Supported by a grant from The Rockefeller Foundation, the Digital Matatus project was conceived at Columbia University, where Williams worked as director of the Spatial Information Design Laboratory through August 2012, when she moved to MIT. Klopp reached out to colleagues at the University of Nairobi, in the Kenyan government, and at UN Habitat and The World Bank. Williams worked with her laboratory to determine how the collected data would be analyzed and rendered. Their mutual colleague Adam White, founder of Groupshot, sounded out the burgeoning Nairobi tech community for coders who could eventually develop apps around the Digital Matatus data.
“One of the reasons this project succeeded is that it was an equal partnership between institutions,” White says. “The majority of the groundwork was done by Kenyans.

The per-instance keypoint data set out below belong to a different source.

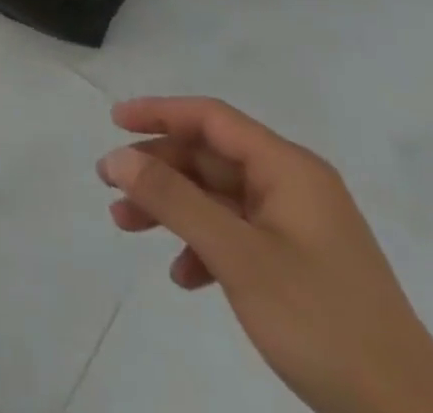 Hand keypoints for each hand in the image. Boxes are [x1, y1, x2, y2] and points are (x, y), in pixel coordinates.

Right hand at [99, 98, 432, 412]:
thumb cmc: (322, 321)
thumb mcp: (238, 256)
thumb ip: (173, 199)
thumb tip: (117, 156)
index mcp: (289, 169)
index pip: (211, 117)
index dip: (158, 112)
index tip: (114, 122)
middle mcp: (294, 187)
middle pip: (208, 157)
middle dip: (157, 170)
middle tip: (110, 186)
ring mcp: (299, 227)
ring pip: (216, 197)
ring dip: (172, 208)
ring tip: (128, 226)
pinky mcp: (301, 265)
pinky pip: (237, 235)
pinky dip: (203, 246)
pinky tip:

And we didn’t just drop in overnight. We spent a lot of time reaching out to various stakeholders so they would support the project. Right now, our data is being used by five apps in Nairobi.”
Data collection commenced in February 2013, when a student team from the University of Nairobi led by Dan Orwa and Peter Wagacha began using cellphones to collect data on the previously inscrutable matatu network. In all, the team charted over 3,000 matatu stops, most of which had been established by private matatu drivers, not the local government.
The work required a certain agility: Nairobi has multiple cellular networks, requiring users to switch SIM cards as they cross from one coverage zone to another. Some fellow matatu passengers looked at them with suspicion, and at least one phone was stolen. The constant pinging of latitude and longitude drained researchers cellphone batteries quickly.
Rendering the data also required some creativity. The General Transit Feed Specification (GTFS) format that Google uses for public transportation schedules works beautifully in mapping formal transportation systems. But several key data points in Nairobi’s informal system were unavailable, including regular fares and operating schedules. Williams and her laboratory colleagues worked with a wide group of transit specialists to produce a modified GTFS standard flexible enough for Nairobi’s informal system while still robust enough for Google.
In January 2014, Digital Matatus released a stylized transport system map resembling subway maps from developed world capitals like London, New York, and Paris. The map was wildly popular, with over 5,000 downloads registered in the first six months. One local startup tied its advertising strategy to the matatu data.
“We believe that visualization, such as the map we developed, is essential for making policy,” says Williams, who also directs the Civic Data Design Laboratory at MIT. “The data was available long before we released the map. But people only got excited about using the data only after we released the stylized transit map that looked like something they would see in New York or London. Big data alone is not going to change the world. It’s how you synthesize it into tools that can be used by communities.”
While pleased to have set a precedent with Google Maps, the Digital Matatus team hopes that their research will eventually influence policy as cities like Nairobi develop and expand. “Development tends to ignore public transportation,” Klopp says. “We can make these new cities more equitable and cleaner if we focus more on public transport. And making these informal systems visible is a critical first step.”